→ Items from a dataset
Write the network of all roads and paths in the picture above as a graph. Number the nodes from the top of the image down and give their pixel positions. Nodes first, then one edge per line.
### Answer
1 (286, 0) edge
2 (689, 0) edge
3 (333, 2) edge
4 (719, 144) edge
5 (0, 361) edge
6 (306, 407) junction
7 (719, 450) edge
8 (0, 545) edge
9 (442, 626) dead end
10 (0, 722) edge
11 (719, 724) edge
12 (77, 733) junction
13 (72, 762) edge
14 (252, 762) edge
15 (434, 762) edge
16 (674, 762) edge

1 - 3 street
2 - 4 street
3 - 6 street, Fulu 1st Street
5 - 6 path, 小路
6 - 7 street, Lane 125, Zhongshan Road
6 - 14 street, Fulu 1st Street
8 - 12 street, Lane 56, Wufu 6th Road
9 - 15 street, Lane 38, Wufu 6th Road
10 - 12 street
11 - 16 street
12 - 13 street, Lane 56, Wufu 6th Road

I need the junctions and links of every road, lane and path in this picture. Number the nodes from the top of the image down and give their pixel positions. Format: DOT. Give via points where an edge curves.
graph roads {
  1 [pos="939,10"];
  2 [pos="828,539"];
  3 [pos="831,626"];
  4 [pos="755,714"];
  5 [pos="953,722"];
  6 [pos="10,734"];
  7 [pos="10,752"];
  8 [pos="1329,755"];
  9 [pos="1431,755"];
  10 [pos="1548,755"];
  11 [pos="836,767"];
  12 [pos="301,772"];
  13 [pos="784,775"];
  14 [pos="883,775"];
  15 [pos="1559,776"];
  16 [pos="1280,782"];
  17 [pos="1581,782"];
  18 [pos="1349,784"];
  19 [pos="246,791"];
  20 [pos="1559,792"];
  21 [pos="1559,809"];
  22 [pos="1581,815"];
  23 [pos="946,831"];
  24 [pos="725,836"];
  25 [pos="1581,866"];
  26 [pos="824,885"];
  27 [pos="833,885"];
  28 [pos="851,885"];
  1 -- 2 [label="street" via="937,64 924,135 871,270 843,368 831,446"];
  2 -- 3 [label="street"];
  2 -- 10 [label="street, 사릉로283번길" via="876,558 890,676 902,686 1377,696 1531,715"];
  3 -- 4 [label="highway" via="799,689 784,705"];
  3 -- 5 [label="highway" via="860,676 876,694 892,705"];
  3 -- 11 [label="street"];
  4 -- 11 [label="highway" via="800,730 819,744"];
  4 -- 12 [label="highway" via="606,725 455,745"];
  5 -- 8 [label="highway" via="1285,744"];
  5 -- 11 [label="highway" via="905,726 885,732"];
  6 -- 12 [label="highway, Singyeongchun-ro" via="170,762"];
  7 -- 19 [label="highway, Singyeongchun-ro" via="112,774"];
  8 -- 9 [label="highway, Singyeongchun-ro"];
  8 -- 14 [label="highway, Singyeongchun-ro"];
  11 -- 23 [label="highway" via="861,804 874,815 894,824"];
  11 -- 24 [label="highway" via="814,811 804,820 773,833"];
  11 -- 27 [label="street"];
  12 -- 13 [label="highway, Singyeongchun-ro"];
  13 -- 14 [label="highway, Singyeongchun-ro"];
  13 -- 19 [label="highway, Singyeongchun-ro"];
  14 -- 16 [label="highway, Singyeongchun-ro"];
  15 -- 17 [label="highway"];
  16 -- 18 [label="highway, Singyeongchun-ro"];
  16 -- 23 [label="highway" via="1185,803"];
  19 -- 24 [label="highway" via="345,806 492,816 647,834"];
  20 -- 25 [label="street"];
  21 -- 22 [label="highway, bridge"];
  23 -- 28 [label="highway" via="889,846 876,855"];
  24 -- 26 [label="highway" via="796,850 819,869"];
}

→ Task objective
For the entries above, say how many lines contain the word "image", giving the number alone.

→ Solution
2